Slight tangent but there are users in the space who seem to be under the impression that they can use their Raspberry Pi for voice assistant/speech recognition. It's not even close to a fair fight but with the same implementation and settings a GTX 1070 is roughly 90x (nearly two orders of magnitude) faster[2] than a Raspberry Pi... Yes, all-in a machine with a GTX 1070 uses and order of magnitude more power (3w vs 30x) than a Raspberry Pi but the power cost in even countries with the most expensive power in the world results in a $2-$3/mo cost difference - which I feel, at least, is a reasonable trade-off considering the dramatic difference in usability (Raspberry Pi is essentially useless - waiting 10-30 seconds for a response makes pulling your phone out faster).

[0] - https://github.com/toverainc/willow

[1] - https://github.com/toverainc/willow-inference-server

[2] - https://github.com/toverainc/willow-inference-server/tree/wi...

I am in fact running my own instance of the Willow Inference Server (née air-infer-api) against a Tesla P4 8GB gifted to me by our mutual friend Richard. It works wonderfully, up to IIRC 3 chunks of audio.
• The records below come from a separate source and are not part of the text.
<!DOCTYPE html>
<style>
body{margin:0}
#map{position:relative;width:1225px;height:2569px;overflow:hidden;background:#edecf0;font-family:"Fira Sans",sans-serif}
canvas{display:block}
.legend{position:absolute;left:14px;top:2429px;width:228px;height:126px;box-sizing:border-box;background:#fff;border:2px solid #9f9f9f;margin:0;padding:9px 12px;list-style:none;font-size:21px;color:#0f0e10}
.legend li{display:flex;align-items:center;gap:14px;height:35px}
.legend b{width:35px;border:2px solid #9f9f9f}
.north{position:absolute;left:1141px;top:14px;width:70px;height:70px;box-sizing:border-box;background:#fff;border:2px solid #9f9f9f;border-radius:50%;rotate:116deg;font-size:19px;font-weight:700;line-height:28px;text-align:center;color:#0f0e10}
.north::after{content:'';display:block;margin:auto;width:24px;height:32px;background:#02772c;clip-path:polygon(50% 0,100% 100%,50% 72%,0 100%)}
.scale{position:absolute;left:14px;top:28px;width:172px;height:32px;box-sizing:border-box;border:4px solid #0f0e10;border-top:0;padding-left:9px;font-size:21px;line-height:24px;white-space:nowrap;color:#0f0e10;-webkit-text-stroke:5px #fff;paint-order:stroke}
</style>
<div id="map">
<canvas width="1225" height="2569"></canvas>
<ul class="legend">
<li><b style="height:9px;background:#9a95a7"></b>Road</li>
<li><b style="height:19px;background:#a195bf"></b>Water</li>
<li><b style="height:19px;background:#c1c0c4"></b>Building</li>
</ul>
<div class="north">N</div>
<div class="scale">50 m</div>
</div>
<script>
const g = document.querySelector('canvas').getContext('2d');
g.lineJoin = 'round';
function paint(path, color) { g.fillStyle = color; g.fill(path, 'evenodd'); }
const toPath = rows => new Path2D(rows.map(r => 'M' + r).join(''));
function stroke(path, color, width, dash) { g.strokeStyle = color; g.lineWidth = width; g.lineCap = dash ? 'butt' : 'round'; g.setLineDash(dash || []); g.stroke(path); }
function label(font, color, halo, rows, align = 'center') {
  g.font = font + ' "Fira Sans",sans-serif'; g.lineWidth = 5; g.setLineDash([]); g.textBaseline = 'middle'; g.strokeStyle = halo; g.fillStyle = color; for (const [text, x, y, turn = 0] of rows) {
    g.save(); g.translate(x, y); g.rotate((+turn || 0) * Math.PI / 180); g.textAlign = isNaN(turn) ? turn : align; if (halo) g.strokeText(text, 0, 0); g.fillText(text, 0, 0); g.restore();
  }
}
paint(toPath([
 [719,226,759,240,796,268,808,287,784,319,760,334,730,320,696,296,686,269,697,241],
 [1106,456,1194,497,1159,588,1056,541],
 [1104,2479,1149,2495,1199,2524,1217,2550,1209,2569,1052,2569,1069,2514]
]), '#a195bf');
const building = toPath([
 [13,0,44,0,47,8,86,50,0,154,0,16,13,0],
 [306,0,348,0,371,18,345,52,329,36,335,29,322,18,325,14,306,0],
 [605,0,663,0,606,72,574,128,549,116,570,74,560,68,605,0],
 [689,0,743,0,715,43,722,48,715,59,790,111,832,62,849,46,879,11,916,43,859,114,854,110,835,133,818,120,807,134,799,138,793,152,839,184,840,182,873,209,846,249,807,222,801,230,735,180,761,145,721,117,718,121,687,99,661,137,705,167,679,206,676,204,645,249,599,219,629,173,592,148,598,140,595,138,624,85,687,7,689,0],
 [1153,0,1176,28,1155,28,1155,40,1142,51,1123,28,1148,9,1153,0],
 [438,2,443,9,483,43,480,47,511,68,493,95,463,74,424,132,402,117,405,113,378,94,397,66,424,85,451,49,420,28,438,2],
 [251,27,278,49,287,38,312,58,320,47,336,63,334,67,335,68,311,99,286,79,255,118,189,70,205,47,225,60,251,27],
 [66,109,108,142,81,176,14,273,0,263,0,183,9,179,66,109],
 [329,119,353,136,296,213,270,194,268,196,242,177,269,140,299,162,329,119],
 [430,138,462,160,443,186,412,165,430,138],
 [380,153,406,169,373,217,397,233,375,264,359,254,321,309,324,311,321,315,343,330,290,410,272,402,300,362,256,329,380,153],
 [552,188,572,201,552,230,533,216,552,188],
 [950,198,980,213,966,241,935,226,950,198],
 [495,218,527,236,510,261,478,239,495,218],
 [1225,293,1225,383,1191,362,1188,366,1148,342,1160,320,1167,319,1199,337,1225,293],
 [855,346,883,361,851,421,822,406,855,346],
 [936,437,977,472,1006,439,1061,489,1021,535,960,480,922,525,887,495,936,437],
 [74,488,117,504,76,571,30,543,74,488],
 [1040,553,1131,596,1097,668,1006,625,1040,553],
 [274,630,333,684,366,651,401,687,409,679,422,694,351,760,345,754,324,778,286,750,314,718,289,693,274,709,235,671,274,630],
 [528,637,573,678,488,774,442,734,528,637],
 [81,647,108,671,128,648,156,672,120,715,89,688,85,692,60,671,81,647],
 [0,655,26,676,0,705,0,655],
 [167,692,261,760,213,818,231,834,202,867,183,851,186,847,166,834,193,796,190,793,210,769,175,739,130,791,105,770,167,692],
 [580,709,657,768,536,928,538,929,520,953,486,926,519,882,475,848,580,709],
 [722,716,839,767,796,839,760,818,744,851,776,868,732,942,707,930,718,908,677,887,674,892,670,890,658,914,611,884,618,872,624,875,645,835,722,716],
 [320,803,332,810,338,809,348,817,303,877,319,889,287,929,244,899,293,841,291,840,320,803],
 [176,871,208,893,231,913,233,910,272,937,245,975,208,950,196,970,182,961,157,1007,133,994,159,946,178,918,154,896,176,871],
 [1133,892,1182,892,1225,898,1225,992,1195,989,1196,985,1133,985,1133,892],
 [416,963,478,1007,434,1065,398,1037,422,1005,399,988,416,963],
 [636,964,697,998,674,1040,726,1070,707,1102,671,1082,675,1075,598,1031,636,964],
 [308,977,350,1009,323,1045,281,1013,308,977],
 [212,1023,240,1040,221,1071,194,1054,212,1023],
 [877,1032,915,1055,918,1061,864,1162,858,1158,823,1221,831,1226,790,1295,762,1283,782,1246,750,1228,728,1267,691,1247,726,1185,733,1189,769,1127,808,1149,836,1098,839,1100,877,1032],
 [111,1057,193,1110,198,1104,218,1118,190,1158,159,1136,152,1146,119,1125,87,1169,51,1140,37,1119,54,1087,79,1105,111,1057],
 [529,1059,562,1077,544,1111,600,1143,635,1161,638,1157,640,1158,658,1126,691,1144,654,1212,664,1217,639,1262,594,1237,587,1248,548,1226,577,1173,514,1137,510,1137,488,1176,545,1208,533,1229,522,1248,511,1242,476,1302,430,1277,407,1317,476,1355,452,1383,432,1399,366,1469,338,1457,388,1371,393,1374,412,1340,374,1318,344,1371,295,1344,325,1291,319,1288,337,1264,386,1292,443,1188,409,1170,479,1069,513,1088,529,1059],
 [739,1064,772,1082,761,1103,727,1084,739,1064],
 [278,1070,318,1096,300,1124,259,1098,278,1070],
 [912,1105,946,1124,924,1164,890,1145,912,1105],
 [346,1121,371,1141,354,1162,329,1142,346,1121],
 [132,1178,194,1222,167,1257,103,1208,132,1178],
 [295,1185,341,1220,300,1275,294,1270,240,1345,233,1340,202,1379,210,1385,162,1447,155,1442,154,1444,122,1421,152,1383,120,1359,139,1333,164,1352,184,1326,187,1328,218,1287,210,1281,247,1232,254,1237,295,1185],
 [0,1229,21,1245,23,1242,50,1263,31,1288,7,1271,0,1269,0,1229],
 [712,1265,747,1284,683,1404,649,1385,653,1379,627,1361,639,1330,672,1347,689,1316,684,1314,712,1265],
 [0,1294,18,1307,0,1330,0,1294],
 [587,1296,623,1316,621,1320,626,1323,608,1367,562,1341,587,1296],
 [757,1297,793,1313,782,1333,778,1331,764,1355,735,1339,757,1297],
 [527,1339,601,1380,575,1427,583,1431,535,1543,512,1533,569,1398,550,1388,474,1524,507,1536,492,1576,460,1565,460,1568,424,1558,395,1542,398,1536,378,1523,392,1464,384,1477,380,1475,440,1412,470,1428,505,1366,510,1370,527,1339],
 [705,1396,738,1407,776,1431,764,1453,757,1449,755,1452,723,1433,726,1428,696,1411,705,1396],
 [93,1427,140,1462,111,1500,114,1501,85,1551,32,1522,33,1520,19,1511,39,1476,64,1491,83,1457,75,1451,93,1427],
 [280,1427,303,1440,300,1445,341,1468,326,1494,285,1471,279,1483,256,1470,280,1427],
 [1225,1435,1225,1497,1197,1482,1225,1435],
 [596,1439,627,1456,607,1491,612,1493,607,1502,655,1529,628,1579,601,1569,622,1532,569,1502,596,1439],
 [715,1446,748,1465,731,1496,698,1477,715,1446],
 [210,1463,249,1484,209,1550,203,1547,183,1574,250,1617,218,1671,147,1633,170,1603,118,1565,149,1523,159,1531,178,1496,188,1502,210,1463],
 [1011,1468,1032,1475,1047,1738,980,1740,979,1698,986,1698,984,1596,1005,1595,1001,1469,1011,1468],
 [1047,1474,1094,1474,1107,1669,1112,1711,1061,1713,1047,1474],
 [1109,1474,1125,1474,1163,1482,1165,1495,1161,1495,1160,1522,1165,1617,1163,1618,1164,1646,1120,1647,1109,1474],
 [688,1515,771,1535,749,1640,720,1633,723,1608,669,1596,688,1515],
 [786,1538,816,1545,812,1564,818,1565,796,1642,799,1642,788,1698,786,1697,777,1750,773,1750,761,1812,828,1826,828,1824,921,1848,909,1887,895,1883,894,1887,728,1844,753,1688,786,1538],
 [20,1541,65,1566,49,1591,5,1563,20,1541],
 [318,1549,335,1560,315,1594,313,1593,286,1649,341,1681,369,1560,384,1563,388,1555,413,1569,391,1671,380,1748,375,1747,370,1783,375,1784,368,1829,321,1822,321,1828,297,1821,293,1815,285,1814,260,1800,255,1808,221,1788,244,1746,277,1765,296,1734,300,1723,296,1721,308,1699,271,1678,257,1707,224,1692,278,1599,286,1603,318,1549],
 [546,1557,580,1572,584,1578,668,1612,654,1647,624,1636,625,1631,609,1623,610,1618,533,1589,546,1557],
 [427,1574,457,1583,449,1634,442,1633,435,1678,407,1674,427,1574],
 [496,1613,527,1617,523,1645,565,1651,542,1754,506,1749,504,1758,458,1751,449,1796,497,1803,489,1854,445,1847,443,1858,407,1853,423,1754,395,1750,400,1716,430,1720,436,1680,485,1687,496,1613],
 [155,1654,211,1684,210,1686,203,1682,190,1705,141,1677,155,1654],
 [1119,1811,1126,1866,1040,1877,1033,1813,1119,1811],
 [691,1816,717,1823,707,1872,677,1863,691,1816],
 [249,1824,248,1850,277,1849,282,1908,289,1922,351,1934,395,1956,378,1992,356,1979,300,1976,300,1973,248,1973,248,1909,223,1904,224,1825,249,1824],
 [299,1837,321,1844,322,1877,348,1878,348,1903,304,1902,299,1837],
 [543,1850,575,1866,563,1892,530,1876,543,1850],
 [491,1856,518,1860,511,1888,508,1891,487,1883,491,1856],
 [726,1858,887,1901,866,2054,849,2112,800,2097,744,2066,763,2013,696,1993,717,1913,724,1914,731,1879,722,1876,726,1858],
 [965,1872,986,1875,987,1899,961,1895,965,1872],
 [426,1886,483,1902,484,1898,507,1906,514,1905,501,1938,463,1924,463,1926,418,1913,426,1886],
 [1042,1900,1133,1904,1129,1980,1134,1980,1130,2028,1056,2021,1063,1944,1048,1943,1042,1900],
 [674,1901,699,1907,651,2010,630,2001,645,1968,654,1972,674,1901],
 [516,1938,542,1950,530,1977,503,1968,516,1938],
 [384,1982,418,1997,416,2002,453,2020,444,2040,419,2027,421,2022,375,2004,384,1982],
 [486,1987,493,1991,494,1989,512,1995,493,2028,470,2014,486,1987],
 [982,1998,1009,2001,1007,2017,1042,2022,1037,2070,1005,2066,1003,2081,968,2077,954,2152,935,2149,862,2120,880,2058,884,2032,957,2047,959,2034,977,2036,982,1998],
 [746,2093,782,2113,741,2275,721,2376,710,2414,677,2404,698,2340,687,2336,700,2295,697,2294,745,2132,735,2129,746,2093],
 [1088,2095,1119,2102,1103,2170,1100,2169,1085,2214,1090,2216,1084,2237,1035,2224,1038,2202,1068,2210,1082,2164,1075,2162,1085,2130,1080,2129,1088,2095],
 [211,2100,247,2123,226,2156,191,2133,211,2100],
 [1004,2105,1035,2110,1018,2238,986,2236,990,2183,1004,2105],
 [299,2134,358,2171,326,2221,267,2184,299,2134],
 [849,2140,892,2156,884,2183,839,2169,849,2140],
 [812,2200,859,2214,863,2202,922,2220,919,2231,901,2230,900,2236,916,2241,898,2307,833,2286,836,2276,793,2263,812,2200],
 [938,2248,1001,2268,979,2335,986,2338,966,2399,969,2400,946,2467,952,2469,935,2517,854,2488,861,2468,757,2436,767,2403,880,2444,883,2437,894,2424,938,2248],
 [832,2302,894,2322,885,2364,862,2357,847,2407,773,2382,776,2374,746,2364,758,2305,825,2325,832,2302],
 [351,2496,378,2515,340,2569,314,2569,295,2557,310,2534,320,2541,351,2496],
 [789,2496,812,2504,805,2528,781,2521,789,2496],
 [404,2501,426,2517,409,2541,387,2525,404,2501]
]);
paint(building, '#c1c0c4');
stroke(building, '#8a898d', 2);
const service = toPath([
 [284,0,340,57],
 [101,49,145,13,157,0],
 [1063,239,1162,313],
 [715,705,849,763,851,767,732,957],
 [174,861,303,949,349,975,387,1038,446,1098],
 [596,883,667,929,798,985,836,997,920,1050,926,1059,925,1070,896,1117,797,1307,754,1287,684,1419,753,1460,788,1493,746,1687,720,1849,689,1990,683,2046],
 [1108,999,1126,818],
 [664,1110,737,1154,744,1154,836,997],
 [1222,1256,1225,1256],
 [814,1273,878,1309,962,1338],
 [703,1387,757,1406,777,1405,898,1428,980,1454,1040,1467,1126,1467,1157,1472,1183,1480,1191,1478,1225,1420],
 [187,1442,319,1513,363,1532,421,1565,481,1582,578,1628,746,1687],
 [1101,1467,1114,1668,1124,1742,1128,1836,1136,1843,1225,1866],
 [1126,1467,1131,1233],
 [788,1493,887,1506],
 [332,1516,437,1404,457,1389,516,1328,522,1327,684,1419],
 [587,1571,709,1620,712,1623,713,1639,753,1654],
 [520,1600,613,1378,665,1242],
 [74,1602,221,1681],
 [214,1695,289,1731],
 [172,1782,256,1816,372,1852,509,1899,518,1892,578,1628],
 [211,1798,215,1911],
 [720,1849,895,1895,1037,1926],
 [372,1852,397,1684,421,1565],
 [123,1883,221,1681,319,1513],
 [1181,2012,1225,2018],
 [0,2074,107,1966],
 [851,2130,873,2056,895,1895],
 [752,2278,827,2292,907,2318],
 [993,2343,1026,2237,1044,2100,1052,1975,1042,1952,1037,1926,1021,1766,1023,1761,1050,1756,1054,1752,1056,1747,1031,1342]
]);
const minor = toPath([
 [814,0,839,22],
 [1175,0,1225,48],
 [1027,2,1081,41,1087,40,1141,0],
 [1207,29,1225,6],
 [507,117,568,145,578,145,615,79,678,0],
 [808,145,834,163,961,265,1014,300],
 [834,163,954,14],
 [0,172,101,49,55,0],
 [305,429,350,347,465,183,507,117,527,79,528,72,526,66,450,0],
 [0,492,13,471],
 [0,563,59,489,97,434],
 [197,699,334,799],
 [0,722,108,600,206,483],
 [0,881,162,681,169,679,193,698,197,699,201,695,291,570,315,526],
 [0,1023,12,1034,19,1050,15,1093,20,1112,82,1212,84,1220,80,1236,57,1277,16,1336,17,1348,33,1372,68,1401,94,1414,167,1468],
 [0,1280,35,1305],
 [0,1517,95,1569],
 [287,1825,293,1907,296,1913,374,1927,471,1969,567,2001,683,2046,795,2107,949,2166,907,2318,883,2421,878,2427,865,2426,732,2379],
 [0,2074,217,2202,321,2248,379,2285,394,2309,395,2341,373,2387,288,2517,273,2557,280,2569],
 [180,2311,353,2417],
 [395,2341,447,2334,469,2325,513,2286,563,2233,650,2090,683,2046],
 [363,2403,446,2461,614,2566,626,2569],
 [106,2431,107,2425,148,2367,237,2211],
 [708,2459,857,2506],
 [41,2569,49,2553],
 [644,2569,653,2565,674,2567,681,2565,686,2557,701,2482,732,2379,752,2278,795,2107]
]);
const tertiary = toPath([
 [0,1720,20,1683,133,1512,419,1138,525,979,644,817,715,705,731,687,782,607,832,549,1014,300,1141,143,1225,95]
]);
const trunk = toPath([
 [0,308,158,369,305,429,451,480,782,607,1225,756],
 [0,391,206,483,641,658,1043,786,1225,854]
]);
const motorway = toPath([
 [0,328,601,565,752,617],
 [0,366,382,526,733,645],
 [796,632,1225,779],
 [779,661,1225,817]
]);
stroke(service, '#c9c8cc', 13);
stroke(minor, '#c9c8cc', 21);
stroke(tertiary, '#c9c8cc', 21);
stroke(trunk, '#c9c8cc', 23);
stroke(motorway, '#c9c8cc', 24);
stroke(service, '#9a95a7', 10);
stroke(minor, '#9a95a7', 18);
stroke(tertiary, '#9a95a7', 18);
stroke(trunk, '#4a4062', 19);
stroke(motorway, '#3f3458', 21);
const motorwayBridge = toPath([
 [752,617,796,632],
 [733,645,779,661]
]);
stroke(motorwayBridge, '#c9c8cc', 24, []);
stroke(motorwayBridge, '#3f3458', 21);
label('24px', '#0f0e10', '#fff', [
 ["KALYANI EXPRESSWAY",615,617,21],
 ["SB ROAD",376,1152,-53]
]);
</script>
We really need to implement streaming so I can use it to close caption videos without subtitles.

For others in this thread, if you haven't tried Willow yet, check it out, as it is an amazing leap forward and can actually run on some pretty small GPUs. LLMs are hogging the AI spotlight but you will struggle to run them on consumer hardware. Image and audio processing models are generally much smaller and more approachable.

Not really. vLLM optimizes the throughput of your LLM, but does not reduce the minimum required amount of resource to run your model.
But (in theory) - llama.cpp could implement similar approach to paging/memory and see a speedup for 4bit models on cpu?